Untuk itu, katanya Pemerintah Kota Denpasar berkomitmen untuk mendukung dan mendorong pengakuan Omed-Omedan sebagai Warisan Budaya Tak Benda.
“Sebagai sebuah tradisi lama, Omed-Omedan harus terus dijaga dan didukung sebagai bagian dari kekayaan budaya Kota Denpasar. Pemerintah Kota Denpasar berkomitmen untuk menjadikan Omed-Omedan sebagai Warisan Budaya Tak Benda agar dapat diwariskan kepada generasi mendatang,” tambahnya.

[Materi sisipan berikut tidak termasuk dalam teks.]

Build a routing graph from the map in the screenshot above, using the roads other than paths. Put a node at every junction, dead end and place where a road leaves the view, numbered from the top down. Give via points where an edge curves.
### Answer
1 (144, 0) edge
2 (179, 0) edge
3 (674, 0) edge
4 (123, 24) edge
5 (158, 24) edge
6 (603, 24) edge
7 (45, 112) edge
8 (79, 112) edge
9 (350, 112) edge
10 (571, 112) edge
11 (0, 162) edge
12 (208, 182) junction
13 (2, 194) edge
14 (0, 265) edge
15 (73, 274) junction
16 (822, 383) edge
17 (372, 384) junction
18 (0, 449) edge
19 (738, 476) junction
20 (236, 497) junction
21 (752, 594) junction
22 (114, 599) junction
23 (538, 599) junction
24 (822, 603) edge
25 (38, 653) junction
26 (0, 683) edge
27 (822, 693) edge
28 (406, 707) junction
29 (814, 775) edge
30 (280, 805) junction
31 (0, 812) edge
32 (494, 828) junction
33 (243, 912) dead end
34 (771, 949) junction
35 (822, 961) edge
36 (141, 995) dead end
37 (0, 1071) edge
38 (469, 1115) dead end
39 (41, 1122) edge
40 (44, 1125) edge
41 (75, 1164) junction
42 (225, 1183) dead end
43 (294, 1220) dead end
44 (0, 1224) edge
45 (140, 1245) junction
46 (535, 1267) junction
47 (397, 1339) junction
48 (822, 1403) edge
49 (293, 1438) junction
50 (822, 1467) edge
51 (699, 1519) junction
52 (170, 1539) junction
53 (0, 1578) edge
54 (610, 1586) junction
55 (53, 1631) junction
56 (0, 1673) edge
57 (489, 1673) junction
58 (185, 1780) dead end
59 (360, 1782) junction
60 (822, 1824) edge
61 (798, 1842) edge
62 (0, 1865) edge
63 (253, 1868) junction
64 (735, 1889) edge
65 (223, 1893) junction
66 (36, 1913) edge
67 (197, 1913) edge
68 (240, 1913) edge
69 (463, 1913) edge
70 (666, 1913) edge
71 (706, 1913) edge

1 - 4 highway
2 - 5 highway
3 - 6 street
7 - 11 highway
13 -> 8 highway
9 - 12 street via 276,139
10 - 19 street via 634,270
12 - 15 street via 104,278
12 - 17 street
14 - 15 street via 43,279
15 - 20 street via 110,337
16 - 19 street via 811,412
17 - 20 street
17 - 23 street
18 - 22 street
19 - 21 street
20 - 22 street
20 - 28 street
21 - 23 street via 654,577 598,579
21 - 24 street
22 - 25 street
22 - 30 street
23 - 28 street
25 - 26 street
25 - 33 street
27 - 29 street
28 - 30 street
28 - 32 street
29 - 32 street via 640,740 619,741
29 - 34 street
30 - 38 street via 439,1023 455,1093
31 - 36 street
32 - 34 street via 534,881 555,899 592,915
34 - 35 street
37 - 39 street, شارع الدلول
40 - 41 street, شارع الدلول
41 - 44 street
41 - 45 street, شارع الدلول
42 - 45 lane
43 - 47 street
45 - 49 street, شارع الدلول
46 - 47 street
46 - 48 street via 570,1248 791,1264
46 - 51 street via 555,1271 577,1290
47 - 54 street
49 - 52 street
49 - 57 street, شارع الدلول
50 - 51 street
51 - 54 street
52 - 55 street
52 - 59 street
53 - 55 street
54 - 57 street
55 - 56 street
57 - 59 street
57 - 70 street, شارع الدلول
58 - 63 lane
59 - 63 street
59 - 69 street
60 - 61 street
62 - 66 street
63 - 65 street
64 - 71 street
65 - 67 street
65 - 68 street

Sementara Bendesa Adat Sesetan, I Made Widra menyampaikan tradisi Omed-Omedan adalah salah satu warisan budaya khas Bali yang berlangsung di Banjar Kaja, Sesetan, Denpasar Selatan.
Ritual ini dilakukan oleh pemuda dan pemudi berusia 17-30 tahun dengan saling berpelukan dan tarik-menarik secara bergantian. Selain sebagai ajang kebersamaan, Omed-Omedan juga diyakini membawa keberkahan bagi masyarakat.

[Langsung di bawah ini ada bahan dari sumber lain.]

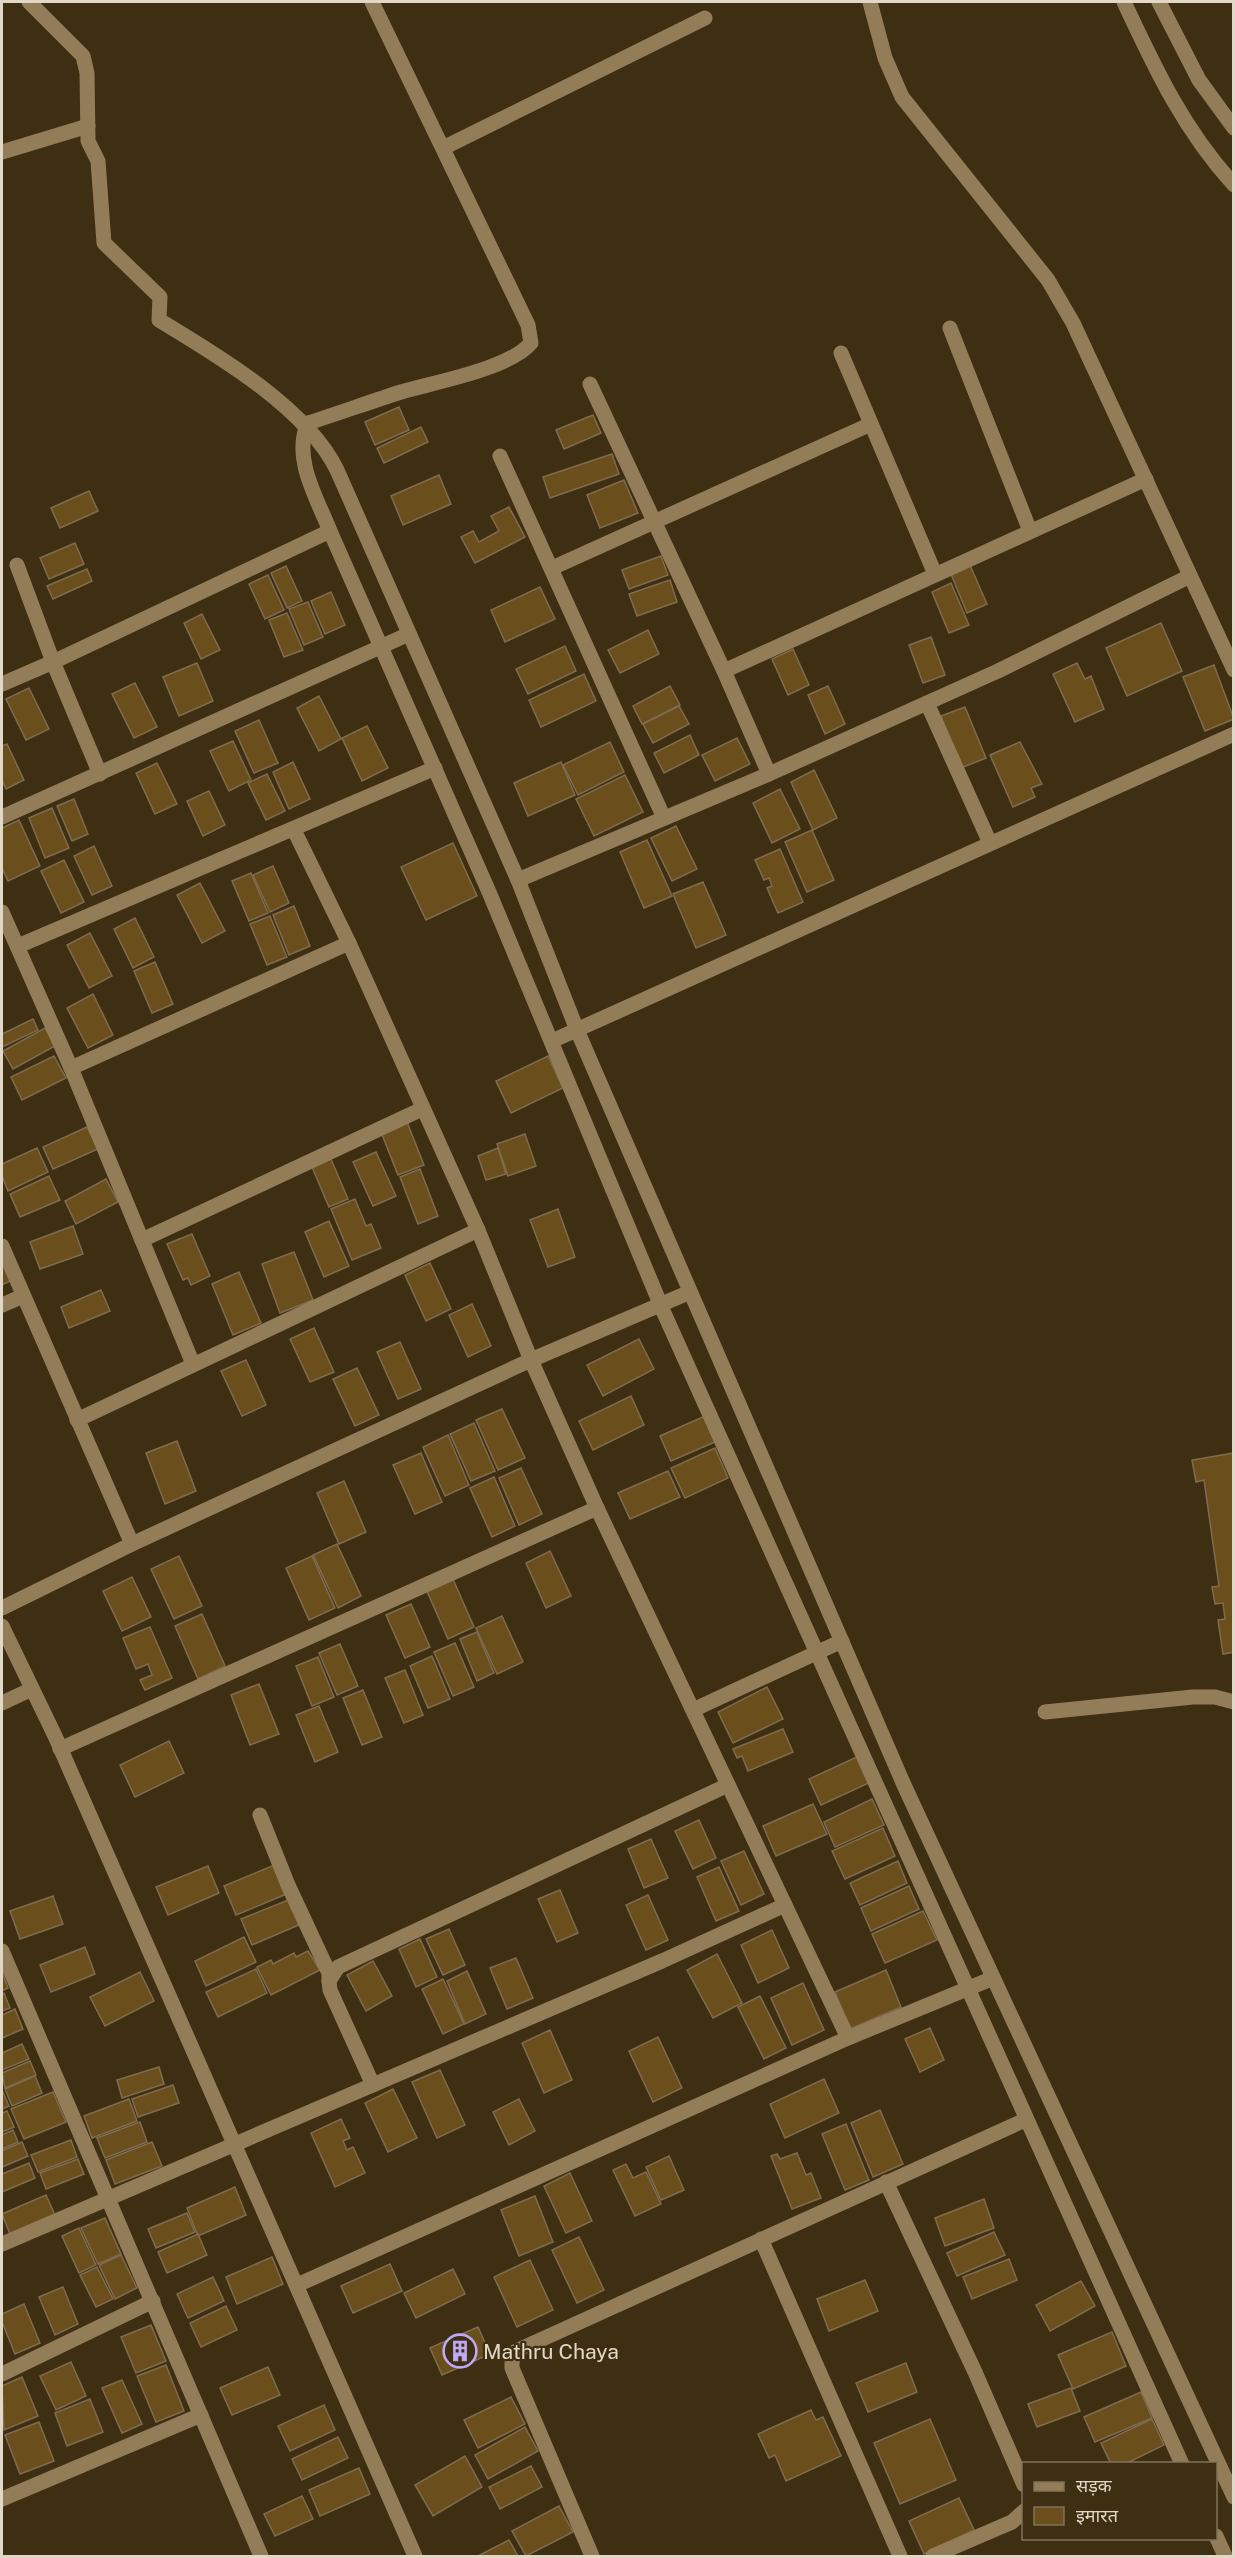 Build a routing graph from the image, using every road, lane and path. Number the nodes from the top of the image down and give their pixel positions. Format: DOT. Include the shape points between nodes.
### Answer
graph roads {
  1 [pos="29,2"];
  2 [pos="372,2"];
  3 [pos="870,2"];
  4 [pos="1124,2"];
  5 [pos="1159,2"];
  6 [pos="705,18"];
  7 [pos="88,126"];
  8 [pos="1233,128"];
  9 [pos="444,148"];
  10 [pos="2,153"];
  11 [pos="1233,185"];
  12 [pos="950,328"];
  13 [pos="841,353"];
  14 [pos="590,384"];
  15 [pos="871,424"];
  16 [pos="307,426"];
  17 [pos="500,456"];
  18 [pos="1146,479"];
  19 [pos="655,521"];
  20 [pos="330,531"];
  21 [pos="1030,531"];
  22 [pos="17,565"];
  23 [pos="552,568"];
  24 [pos="935,574"];
  25 [pos="1190,576"];
  26 [pos="410,634"];
  27 [pos="382,646"];
  28 [pos="53,663"];
  29 [pos="1233,670"];
  30 [pos="724,671"];
  31 [pos="2,684"];
  32 [pos="927,703"];
  33 [pos="1233,734"];
  34 [pos="435,768"];
  35 [pos="100,774"];
  36 [pos="769,774"];
  37 [pos="2,817"];
  38 [pos="664,818"];
  39 [pos="294,830"];
  40 [pos="990,843"];
  41 [pos="518,880"];
  42 [pos="2,912"];
  43 [pos="349,943"];
  44 [pos="18,946"];
  45 [pos="577,1030"];
  46 [pos="552,1041"];
  47 [pos="71,1068"];
  48 [pos="422,1109"];
  49 [pos="478,1230"];
  50 [pos="142,1240"];
  51 [pos="2,1246"];
  52 [pos="690,1292"];
  53 [pos="23,1296"];
  54 [pos="660,1304"];
  55 [pos="2,1305"];
  56 [pos="531,1360"];
  57 [pos="194,1364"];
  58 [pos="77,1419"];
  59 [pos="597,1508"];
  60 [pos="132,1544"];
  61 [pos="2,1608"];
  62 [pos="2,1626"];
  63 [pos="842,1641"];
  64 [pos="818,1652"];
  65 [pos="32,1689"];
  66 [pos="1233,1702"];
  67 [pos="2,1703"];
  68 [pos="695,1709"];
  69 [pos="1045,1712"];
  70 [pos="60,1749"];
  71 [pos="728,1785"];
  72 [pos="260,1815"];
  73 [pos="785,1905"];
  74 [pos="2,1952"];
  75 [pos="991,1979"];
  76 [pos="329,1981"];
  77 [pos="966,1989"];
  78 [pos="849,2038"];
  79 [pos="373,2085"];
  80 [pos="1025,2120"];
  81 [pos="235,2145"];
  82 [pos="886,2182"];
  83 [pos="108,2199"];
  84 [pos="761,2239"];
  85 [pos="2,2244"];
  86 [pos="297,2285"];
  87 [pos="153,2301"];
  88 [pos="2,2374"];
  89 [pos="201,2415"];
  90 [pos="1182,2462"];
  91 [pos="1217,2462"];
  92 [pos="1217,2463"];
  93 [pos="1022,2483"];
  94 [pos="1233,2497"];
  95 [pos="2,2499"];
  96 [pos="1022,2512"];
  97 [pos="1217,2540"];
  98 [pos="261,2556"];
  99 [pos="415,2556"];
  100 [pos="592,2556"];
  101 [pos="900,2556"];
  102 [pos="933,2556"];
  103 [pos="1225,2556"];
  1 -- 7 [label="street" via="83,56"];
  2 -- 9 [label="street"];
  3 -- 18 [label="street" via="885,57 902,97 1058,295"];
  4 -- 11 [label="street" via="1182,117"];
  5 -- 8 [label="street" via="1199,80"];
  6 -- 9 [label="street"];
  7 -- 10 [label="street"];
  7 -- 16 [label="street" via="88,141 98,161 104,243 160,297 159,320 225,360"];
  9 -- 16 [label="street" via="528,325 531,343 513,357 350,408"];
  12 -- 21 [label="street"];
  13 -- 15 [label="street"];
  14 -- 19 [label="street"];
  15 -- 19 [label="street"];
  15 -- 24 [label="street"];
  16 -- 20 [label="street" via="303,463"];
  16 -- 26 [label="street" via="334,464"];
  17 -- 23 [label="street"];
  18 -- 21 [label="street"];
  18 -- 25 [label="street"];
  19 -- 23 [label="street"];
  19 -- 30 [label="street"];
  20 -- 27 [label="street"];
  20 -- 28 [label="street"];
  21 -- 24 [label="street"];
  22 -- 28 [label="street"];
  23 -- 38 [label="street"];
  24 -- 30 [label="street"];
  25 -- 29 [label="street"];
  25 -- 32 [label="street"];
  26 -- 27 [label="street"];
  26 -- 41 [label="street"];
  27 -- 34 [label="street"];
  27 -- 35 [label="street"];
  28 -- 31 [label="street"];
  28 -- 35 [label="street"];
  30 -- 36 [label="street"];
  32 -- 36 [label="street"];
  32 -- 40 [label="street"];
  33 -- 40 [label="street"];
  34 -- 39 [label="street"];
  34 -- 46 [label="street"];
  35 -- 37 [label="street"];
  36 -- 38 [label="street"];
  38 -- 41 [label="street"];
  39 -- 43 [label="street"];
  39 -- 44 [label="street"];
  40 -- 45 [label="street"];
  41 -- 45 [label="street"];
  42 -- 44 [label="street"];
  43 -- 47 [label="street"];
  43 -- 48 [label="street"];
  44 -- 47 [label="street"];
  45 -- 46 [label="street"];
  45 -- 52 [label="street"];
  46 -- 54 [label="street"];
  47 -- 50 [label="street"];
  48 -- 49 [label="street"];
  48 -- 50 [label="street"];
  49 -- 56 [label="street"];
  49 -- 57 [label="street"];
  50 -- 57 [label="street"];
  51 -- 53 [label="street"];
  52 -- 54 [label="street"];
  52 -- 63 [label="street"];
  53 -- 55 [label="street"];
  53 -- 58 [label="street"];
  54 -- 56 [label="street"];
  54 -- 64 [label="street"];
  56 -- 59 [label="street"];
  56 -- 60 [label="street"];
  57 -- 58 [label="street"];
  58 -- 60 [label="street"];
  59 -- 68 [label="street"];
  59 -- 70 [label="street"];
  60 -- 61 [label="street"];
  62 -- 65 [label="street"];
  63 -- 64 [label="street"];
  63 -- 75 [label="street"];
  64 -- 68 [label="street"];
  64 -- 77 [label="street"];
  65 -- 67 [label="street"];
  65 -- 70 [label="street"];
  66 -- 69 [label="street" via="1215,1696 1193,1697"];
  68 -- 71 [label="street"];
  70 -- 81 [label="street"];
  71 -- 73 [label="street"];
  71 -- 76 [label="street" via="338,1967"];
  72 -- 76 [label="street" via="329,1972"];
  73 -- 78 [label="street"];
  73 -- 79 [label="street"];
  74 -- 83 [label="street"];
  75 -- 77 [label="street"];
  75 -- 91 [label="street"];
  76 -- 79 [label="street"];
  77 -- 78 [label="street"];
  77 -- 80 [label="street"];
  78 -- 86 [label="street"];
  79 -- 81 [label="street"];
  80 -- 82 [label="street"];
  80 -- 90 [label="street"];
  81 -- 83 [label="street"];
  81 -- 86 [label="street"];
  82 -- 84 [label="street"];
  82 -- 93 [label="street"];
  83 -- 85 [label="street"];
  83 -- 87 [label="street"];
  84 -- 100 [label="street" via="523,2346 513,2355 512,2368"];
  84 -- 101 [label="street"];
  86 -- 99 [label="street"];
  87 -- 88 [label="street"];
  87 -- 89 [label="street"];
  89 -- 95 [label="street"];
  89 -- 98 [label="street"];
  92 -- 94 [label="street"];
  96 -- 102 [label="street" via="1012,2522"];
  97 -- 103 [label="street"];
}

“Pelaksanaan festival tahun ini mengusung tema Suciptaning Bhuana. Tema ini mengandung makna kesadaran keutamaan cipta, rasa, dan karsa manusia dalam mewujudkan keharmonisan lingkungan serta pelestarian tradisi Omed-Omedan sebagai warisan budaya luhur,” ujarnya.

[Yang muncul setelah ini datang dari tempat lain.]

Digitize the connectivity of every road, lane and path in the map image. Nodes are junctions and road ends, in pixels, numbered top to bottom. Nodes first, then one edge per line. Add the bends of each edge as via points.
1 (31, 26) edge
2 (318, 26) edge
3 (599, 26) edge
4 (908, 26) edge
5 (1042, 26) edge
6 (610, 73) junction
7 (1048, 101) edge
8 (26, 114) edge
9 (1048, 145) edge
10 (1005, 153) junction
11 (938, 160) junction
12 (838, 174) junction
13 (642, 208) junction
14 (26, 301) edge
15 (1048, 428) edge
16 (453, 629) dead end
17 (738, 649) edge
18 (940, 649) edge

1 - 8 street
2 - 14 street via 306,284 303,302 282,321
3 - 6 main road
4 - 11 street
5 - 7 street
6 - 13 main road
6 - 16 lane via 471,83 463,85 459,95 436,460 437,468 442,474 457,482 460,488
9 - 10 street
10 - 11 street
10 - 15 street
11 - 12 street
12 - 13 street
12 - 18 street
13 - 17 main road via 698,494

Pihaknya berharap, melalui pelaksanaan Sesetan Heritage Omed-Omedan Festival Tahun 2025, tradisi ini dapat terus dilestarikan agar dapat diwariskan kepada generasi mendatang. Dengan demikian, festival ini diharapkan mampu menciptakan keseimbangan serta keharmonisan antara manusia, alam, dan budaya.
Sementara Ketua Panitia Sesetan Heritage Omed-Omedan Festival Tahun 2025, I Putu Gede Krisna Widanta, menjelaskan bahwa, Sesetan Heritage Omed-Omedan Festival Tahun 2025 dikemas dalam beberapa segmentasi utama.
Dimulai dengan Pembagian Bibit yang telah dilaksanakan pada 23 Februari lalu, dilanjutkan dengan Lomba Ogoh-Ogoh Mini pada 25 Maret, serta Puncak Sesetan Heritage Omed-Omedan Festival Tahun 2025 yang akan berlangsung bertepatan dengan Rahina Ngembak Geni.
“Pelaksanaan festival ini juga dilangsungkan stand kuliner, hiburan musik, lomba Ogoh-Ogoh Mini, penyerahan bibit, hingga pertunjukan kesenian tradisional,” ujarnya.